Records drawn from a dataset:
◇ ◇ ◇ ◇

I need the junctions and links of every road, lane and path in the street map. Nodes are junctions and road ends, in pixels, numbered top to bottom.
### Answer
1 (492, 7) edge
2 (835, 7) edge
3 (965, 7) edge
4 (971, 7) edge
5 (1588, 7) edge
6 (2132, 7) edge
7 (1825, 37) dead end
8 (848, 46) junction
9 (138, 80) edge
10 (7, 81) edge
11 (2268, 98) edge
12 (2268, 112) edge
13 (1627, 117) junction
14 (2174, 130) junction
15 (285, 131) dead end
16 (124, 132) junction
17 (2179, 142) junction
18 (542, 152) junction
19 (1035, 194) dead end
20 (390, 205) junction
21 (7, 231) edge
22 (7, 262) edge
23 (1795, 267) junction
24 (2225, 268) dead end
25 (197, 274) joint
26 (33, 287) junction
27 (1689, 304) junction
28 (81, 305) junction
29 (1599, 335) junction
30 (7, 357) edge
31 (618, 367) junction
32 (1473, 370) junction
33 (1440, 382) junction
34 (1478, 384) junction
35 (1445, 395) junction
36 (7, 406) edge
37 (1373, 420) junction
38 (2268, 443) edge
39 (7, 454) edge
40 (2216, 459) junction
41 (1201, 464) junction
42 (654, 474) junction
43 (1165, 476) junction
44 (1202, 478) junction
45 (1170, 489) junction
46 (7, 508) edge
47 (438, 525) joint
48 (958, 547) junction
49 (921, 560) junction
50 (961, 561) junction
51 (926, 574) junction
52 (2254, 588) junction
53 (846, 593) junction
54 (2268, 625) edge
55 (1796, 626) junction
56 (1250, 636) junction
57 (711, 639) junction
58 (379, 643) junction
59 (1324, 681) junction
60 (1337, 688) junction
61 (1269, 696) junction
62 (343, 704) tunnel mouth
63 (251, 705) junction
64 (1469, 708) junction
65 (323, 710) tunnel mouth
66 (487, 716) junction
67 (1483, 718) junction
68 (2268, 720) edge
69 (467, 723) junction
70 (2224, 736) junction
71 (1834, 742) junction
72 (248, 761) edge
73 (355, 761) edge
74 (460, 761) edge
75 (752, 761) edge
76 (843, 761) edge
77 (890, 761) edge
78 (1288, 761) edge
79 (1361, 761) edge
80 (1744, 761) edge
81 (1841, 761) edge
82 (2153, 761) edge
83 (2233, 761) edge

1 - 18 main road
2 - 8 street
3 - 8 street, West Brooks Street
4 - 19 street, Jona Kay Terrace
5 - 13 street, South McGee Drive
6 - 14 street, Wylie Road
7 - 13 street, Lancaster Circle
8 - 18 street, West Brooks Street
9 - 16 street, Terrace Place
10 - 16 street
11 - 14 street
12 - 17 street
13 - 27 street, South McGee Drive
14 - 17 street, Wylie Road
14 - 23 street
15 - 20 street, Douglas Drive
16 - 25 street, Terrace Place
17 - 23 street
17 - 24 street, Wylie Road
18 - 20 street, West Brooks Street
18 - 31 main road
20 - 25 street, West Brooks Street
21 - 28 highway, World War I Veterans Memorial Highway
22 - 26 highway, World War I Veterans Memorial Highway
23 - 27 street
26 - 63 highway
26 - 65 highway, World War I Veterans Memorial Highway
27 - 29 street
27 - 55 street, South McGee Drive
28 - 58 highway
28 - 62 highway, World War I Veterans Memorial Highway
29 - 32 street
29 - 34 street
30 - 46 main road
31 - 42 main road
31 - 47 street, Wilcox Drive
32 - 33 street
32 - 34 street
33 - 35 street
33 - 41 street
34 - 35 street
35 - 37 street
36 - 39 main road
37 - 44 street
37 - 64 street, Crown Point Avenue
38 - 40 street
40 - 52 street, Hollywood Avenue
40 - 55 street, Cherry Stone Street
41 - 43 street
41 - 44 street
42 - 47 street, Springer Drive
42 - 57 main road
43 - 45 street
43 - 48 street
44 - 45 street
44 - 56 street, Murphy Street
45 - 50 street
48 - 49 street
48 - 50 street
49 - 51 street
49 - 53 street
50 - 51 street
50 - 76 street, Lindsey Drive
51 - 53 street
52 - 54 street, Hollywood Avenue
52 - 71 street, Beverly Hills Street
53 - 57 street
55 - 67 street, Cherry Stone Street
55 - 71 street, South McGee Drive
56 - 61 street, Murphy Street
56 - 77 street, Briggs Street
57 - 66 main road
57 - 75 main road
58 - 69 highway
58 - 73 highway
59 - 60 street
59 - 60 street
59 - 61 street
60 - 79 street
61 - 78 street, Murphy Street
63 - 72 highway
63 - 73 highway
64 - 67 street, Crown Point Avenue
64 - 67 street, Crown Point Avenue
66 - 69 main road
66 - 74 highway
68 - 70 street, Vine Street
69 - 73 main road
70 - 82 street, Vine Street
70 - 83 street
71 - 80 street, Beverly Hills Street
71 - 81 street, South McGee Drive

◇ ◇ ◇ ◇

### Aim of the task:
For this exercise, write out all of the data exactly.

### Exercise solution:
I need the junctions and links of every road, lane and path in the street map. Nodes are junctions and road ends, in pixels, numbered top to bottom.
### Answer
1 (492, 7) edge
2 (835, 7) edge
3 (965, 7) edge
4 (971, 7) edge
5 (1588, 7) edge
6 (2132, 7) edge
7 (1825, 37) dead end
8 (848, 46) junction
9 (138, 80) edge
10 (7, 81) edge
11 (2268, 98) edge
12 (2268, 112) edge
13 (1627, 117) junction
14 (2174, 130) junction
15 (285, 131) dead end
16 (124, 132) junction
17 (2179, 142) junction
18 (542, 152) junction
19 (1035, 194) dead end
20 (390, 205) junction
21 (7, 231) edge
22 (7, 262) edge
23 (1795, 267) junction
24 (2225, 268) dead end
25 (197, 274) joint
26 (33, 287) junction
27 (1689, 304) junction
28 (81, 305) junction
29 (1599, 335) junction
30 (7, 357) edge
31 (618, 367) junction
32 (1473, 370) junction
33 (1440, 382) junction
34 (1478, 384) junction
35 (1445, 395) junction
36 (7, 406) edge
37 (1373, 420) junction
38 (2268, 443) edge
39 (7, 454) edge
40 (2216, 459) junction
41 (1201, 464) junction
42 (654, 474) junction
43 (1165, 476) junction
44 (1202, 478) junction
45 (1170, 489) junction
46 (7, 508) edge
47 (438, 525) joint
48 (958, 547) junction
49 (921, 560) junction
50 (961, 561) junction
51 (926, 574) junction
52 (2254, 588) junction
53 (846, 593) junction
54 (2268, 625) edge
55 (1796, 626) junction
56 (1250, 636) junction
57 (711, 639) junction
58 (379, 643) junction
59 (1324, 681) junction
60 (1337, 688) junction
61 (1269, 696) junction
62 (343, 704) tunnel mouth
63 (251, 705) junction
64 (1469, 708) junction
65 (323, 710) tunnel mouth
66 (487, 716) junction
67 (1483, 718) junction
68 (2268, 720) edge
69 (467, 723) junction
70 (2224, 736) junction
71 (1834, 742) junction
72 (248, 761) edge
73 (355, 761) edge
74 (460, 761) edge
75 (752, 761) edge
76 (843, 761) edge
77 (890, 761) edge
78 (1288, 761) edge
79 (1361, 761) edge
80 (1744, 761) edge
81 (1841, 761) edge
82 (2153, 761) edge
83 (2233, 761) edge

1 - 18 main road
2 - 8 street
3 - 8 street, West Brooks Street
4 - 19 street, Jona Kay Terrace
5 - 13 street, South McGee Drive
6 - 14 street, Wylie Road
7 - 13 street, Lancaster Circle
8 - 18 street, West Brooks Street
9 - 16 street, Terrace Place
10 - 16 street
11 - 14 street
12 - 17 street
13 - 27 street, South McGee Drive
14 - 17 street, Wylie Road
14 - 23 street
15 - 20 street, Douglas Drive
16 - 25 street, Terrace Place
17 - 23 street
17 - 24 street, Wylie Road
18 - 20 street, West Brooks Street
18 - 31 main road
20 - 25 street, West Brooks Street
21 - 28 highway, World War I Veterans Memorial Highway
22 - 26 highway, World War I Veterans Memorial Highway
23 - 27 street
26 - 63 highway
26 - 65 highway, World War I Veterans Memorial Highway
27 - 29 street
27 - 55 street, South McGee Drive
28 - 58 highway
28 - 62 highway, World War I Veterans Memorial Highway
29 - 32 street
29 - 34 street
30 - 46 main road
31 - 42 main road
31 - 47 street, Wilcox Drive
32 - 33 street
32 - 34 street
33 - 35 street
33 - 41 street
34 - 35 street
35 - 37 street
36 - 39 main road
37 - 44 street
37 - 64 street, Crown Point Avenue
38 - 40 street
40 - 52 street, Hollywood Avenue
40 - 55 street, Cherry Stone Street
41 - 43 street
41 - 44 street
42 - 47 street, Springer Drive
42 - 57 main road
43 - 45 street
43 - 48 street
44 - 45 street
44 - 56 street, Murphy Street
45 - 50 street
48 - 49 street
48 - 50 street
49 - 51 street
49 - 53 street
50 - 51 street
50 - 76 street, Lindsey Drive
51 - 53 street
52 - 54 street, Hollywood Avenue
52 - 71 street, Beverly Hills Street
53 - 57 street
55 - 67 street, Cherry Stone Street
55 - 71 street, South McGee Drive
56 - 61 street, Murphy Street
56 - 77 street, Briggs Street
57 - 66 main road
57 - 75 main road
58 - 69 highway
58 - 73 highway
59 - 60 street
59 - 60 street
59 - 61 street
60 - 79 street
61 - 78 street, Murphy Street
63 - 72 highway
63 - 73 highway
64 - 67 street, Crown Point Avenue
64 - 67 street, Crown Point Avenue
66 - 69 main road
66 - 74 highway
68 - 70 street, Vine Street
69 - 73 main road
70 - 82 street, Vine Street
70 - 83 street
71 - 80 street, Beverly Hills Street
71 - 81 street, South McGee Drive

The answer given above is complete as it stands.